Ask most people about the differences between families who live in “red” (conservative) states and “blue” (liberal) states, and you’ll hear a common refrain: Massachusetts and California are hotbeds of divorce and teen pregnancy, while Nebraska and Texas are havens of virtue and stability.
The reality is quite different. And the evidence should force all of us – conservative and liberal alike – to think carefully about the policies we set to help American families thrive in the 21st century.
According to a new federal study, women with a college education are much more likely to be married than are women who have never graduated from high school. And men and women who married after the age of 25 have lower divorce rates than couples who were married at younger ages.

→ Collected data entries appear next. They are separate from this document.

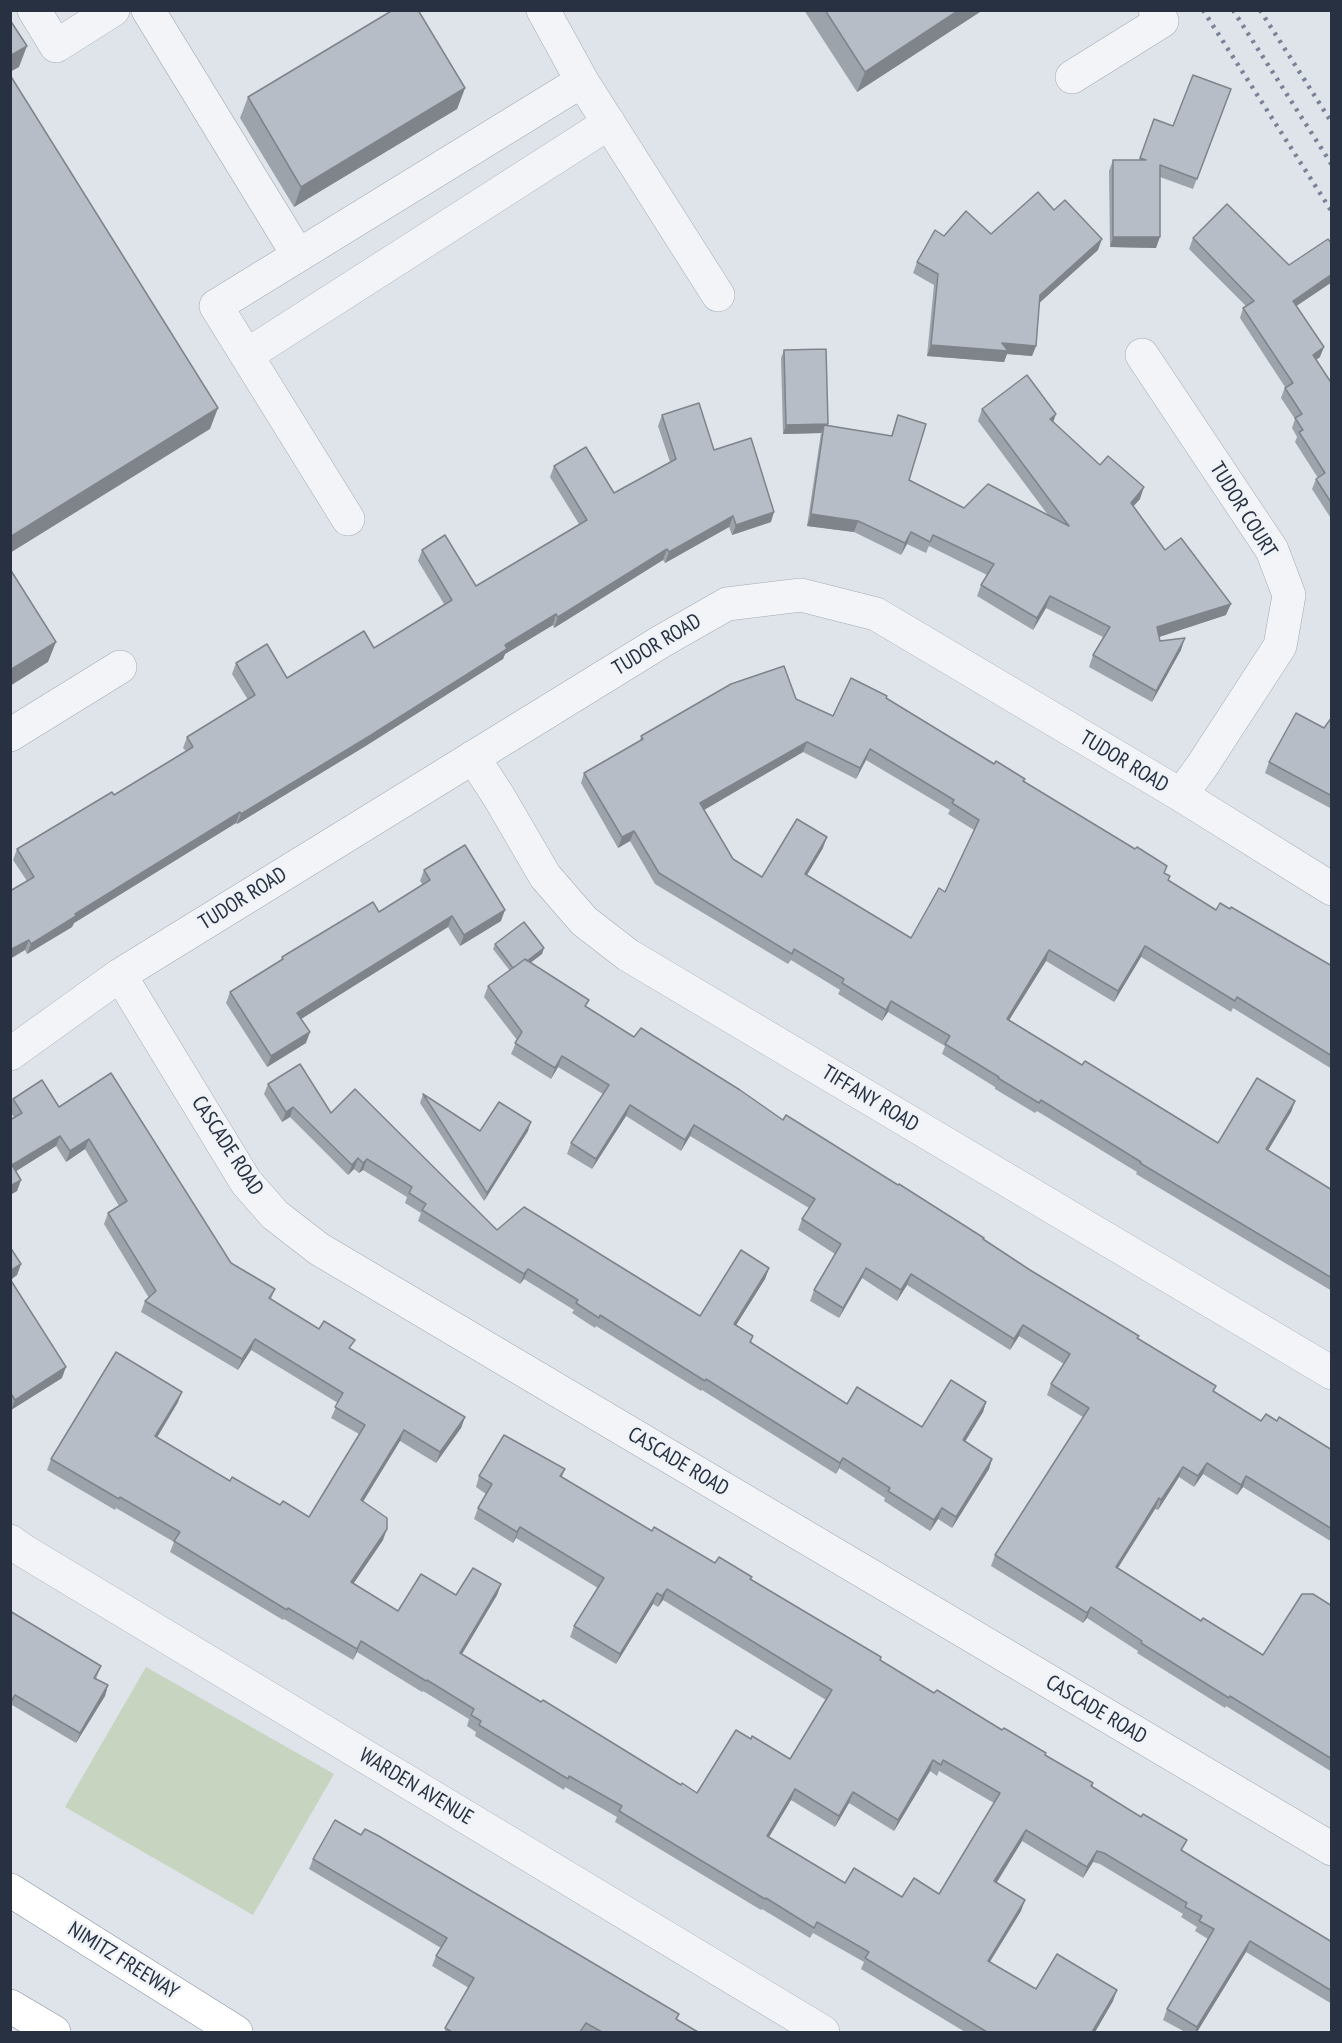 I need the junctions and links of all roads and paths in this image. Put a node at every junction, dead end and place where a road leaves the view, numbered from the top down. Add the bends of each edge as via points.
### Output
1 (34, 10) edge
2 (113, 10) edge
3 (148, 10) edge
4 (543, 10) edge
5 (1155, 10) edge
6 (1072, 77) dead end
7 (582, 81) junction
8 (609, 123) junction
9 (298, 255) junction
10 (718, 295) dead end
11 (247, 355) junction
12 (1142, 355) dead end
13 (348, 519) dead end
14 (120, 667) dead end
15 (10, 735) edge
16 (473, 757) junction
17 (1180, 795) junction
18 (1332, 889) edge
19 (120, 975) junction
20 (10, 1054) edge
21 (1332, 1373) edge
22 (10, 1541) edge
23 (1332, 1849) edge
24 (10, 1890) edge
25 (10, 2006) edge
26 (54, 2032) edge
27 (236, 2032) edge
28 (823, 2032) edge

1 - 2 street via 56,46
3 - 9 street
4 - 7 street
5 - 6 street via 1162,21
7 - 8 street
7 - 9 street
8 - 10 street
8 - 11 street
9 - 11 street via 216,306
11 - 13 street
12 - 17 street, TUDOR COURT via 1272,550 1289,595 1280,646
14 - 15 street
16 - 17 street, TUDOR ROAD via 727,604 801,595 876,614
16 - 19 street, TUDOR ROAD
16 - 21 street, TIFFANY ROAD via 545,876 584,921 628,955
17 - 18 street, TUDOR ROAD
19 - 20 street, TUDOR ROAD
19 - 23 street, CASCADE ROAD via 246,1182 274,1215 319,1249
22 - 28 street, WARDEN AVENUE
24 - 27 highway, NIMITZ FREEWAY
25 - 26 highway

We could have predicted these results. The US family system, which once differed little by class or region, has become a marker of race, culture, and religion. A new “blue” family paradigm has handsomely rewarded those who invest in women’s as well as men’s education and defer childbearing until the couple is better established. These families, concentrated in urban areas and the coasts, have seen their divorce rates fall back to the level of the 1960s, incomes rise, and nonmarital births remain rare. With later marriage has also come greater stability and less divorce.
Societal support for high school sweethearts who want to tie the knot at graduation or for shotgun weddings – where the bride is accidentally pregnant – no longer exists.
Difficulties in the “red” world, meanwhile, have grown worse. Traditionalists continue to advocate abstinence until marriage and bans on abortion. They’ve said an emphatic “no” to the practices that have made the new “blue” system workable.
Yet, paradoxically, as sociologist Brad Wilcox reports, evangelical Protestant teens have sex at slightly earlier ages on average than their nonevangelical peers (respectively, 16.38 years old versus 16.52 years old), evangelical Protestant couples are also slightly more likely to divorce than nonevangelical couples, and evangelical mothers are actually more likely to work full time outside the home than their nonevangelical peers.
While the devout who make traditional marriages work have happy stable lives, economic circumstances have made it harder to find matches that support gendered family roles and to get marginal couples through family tensions.
Sociologist Paul Amato concludes that among the marriages least likely to last are those in which women who would prefer homemaking roles end up working outside of the home much more than they expected because of the husband’s inability to support the family.
These factors reflect class and cultural differences, but all of our research suggests that the great recession is likely to make things worse. The hallmark of what we have termed the blue family paradigm is training for autonomy.
With a more extended transition to adulthood, better educated youth also need greater flexibility – to navigate their developing sexuality; to switch jobs, cities, and specialties; and to renegotiate family and career responsibilities. In hard times, dual careers provide a cushion, and flexibility about gender and work roles makes it easier to trade off child care and employment.
Hard times, however, also increase calls for a return to more fixed and traditional values. The fact that traditional families are flailing often persuades them that a return to traditional values is that much more critical. In today’s world, however, almost all of the traditional nostrums have proved counterproductive.
Missing from this debate is recognition of the bankruptcy of traditionalist family values as policy for the postindustrial era. We are entirely sympathetic with those inclined to lock up their daughters from puberty until marriage, but we do recognize that the societies abroad most insistent on policing women’s virtue are locked into cycles of poverty.
In the United States, states that emphasize abstinence-only education, limit public subsidies of contraception, restrict access to abortion – and, yes, oppose gay marriage – have higher teen birth and divorce rates.
Yet the failure of the family values movement simply produces another round of moral panic and calls for more draconian restrictions. The most destructive have been those that marginalize the next generation. The latest studies show that as the economy has gone south, teen and nonmarital births and abortions have all increased. This indicates that contraception has become less available and pregnant women more desperate about their futures. Employment figures also demonstrate that male employment has fallen even further than female employment, making youthful weddings that much riskier.
The solution? As we outline in great detail in our book “Red Families v. Blue Families,” there are three critical steps we can take: (1) promote access to contraception – within marriage as well as outside it; (2) develop a greater ability to combine not only work and family, but family and education; and (3) make sure the next generation stays in school, learns the skills to be employed, and cultivates values that can adapt to the future.
Naomi Cahn is the John Theodore Fey Research Professor of Law at George Washington University Law School, and a senior fellow at the Donaldson Adoption Institute. June Carbone is the Edward A. Smith/Missouri Chair of Law, the Constitution and Society at the University of Missouri at Kansas City. They are coauthors of “Red Families v. Blue Families: Legal Polarization and the Creation of Culture.”